-------- Data records --------

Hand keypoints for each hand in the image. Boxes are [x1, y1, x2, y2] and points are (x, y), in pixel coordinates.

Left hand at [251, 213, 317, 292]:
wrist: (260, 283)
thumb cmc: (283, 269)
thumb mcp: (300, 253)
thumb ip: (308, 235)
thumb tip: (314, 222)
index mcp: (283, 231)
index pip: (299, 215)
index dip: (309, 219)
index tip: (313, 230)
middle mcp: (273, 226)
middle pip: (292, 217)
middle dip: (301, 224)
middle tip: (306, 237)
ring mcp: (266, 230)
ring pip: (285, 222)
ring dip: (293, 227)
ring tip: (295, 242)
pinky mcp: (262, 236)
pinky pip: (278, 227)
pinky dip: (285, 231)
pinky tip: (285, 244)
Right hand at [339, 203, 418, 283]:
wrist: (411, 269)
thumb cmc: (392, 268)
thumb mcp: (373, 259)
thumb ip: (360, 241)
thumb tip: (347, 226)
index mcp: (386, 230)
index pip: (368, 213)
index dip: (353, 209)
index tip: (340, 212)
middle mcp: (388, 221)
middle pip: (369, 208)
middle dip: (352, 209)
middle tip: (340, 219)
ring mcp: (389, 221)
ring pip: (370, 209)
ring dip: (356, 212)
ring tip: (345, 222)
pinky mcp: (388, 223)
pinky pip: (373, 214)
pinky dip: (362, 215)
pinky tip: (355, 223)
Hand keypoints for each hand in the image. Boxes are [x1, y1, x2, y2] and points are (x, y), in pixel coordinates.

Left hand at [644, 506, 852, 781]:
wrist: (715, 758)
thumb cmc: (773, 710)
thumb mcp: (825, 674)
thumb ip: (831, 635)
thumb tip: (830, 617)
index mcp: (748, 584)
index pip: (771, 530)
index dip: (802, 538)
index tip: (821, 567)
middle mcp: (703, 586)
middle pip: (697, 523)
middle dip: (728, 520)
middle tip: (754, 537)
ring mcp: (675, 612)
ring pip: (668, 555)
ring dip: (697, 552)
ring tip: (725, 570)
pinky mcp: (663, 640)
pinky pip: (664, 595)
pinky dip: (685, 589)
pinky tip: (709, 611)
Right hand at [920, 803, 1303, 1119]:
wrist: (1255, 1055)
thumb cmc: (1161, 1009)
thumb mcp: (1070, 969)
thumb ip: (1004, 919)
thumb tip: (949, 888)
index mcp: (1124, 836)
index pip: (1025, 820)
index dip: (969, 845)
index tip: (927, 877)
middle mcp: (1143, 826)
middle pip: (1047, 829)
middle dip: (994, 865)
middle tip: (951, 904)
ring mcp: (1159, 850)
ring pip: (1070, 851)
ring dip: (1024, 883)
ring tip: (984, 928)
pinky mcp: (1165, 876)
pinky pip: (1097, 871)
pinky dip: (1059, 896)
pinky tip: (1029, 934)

--------

• _Assignment_: Your answer must be the lines above from the one containing "pinky mcp: (663, 640)" to the one containing "middle tip: (951, 904)", both included, restated word for word.

• _Answer section_:
pinky mcp: (663, 640)
pinky pip: (664, 595)
pinky dip: (685, 589)
pinky tip: (709, 611)
Right hand at [920, 803, 1303, 1119]:
wrist: (1255, 1055)
thumb cmc: (1161, 1009)
thumb mcp: (1070, 969)
thumb ip: (1004, 919)
thumb tip: (949, 888)
index mcp: (1124, 836)
index pip: (1025, 820)
index dip: (969, 845)
index tip: (927, 877)
middle mcp: (1143, 826)
middle pip: (1047, 829)
middle dip: (994, 865)
middle tip: (951, 904)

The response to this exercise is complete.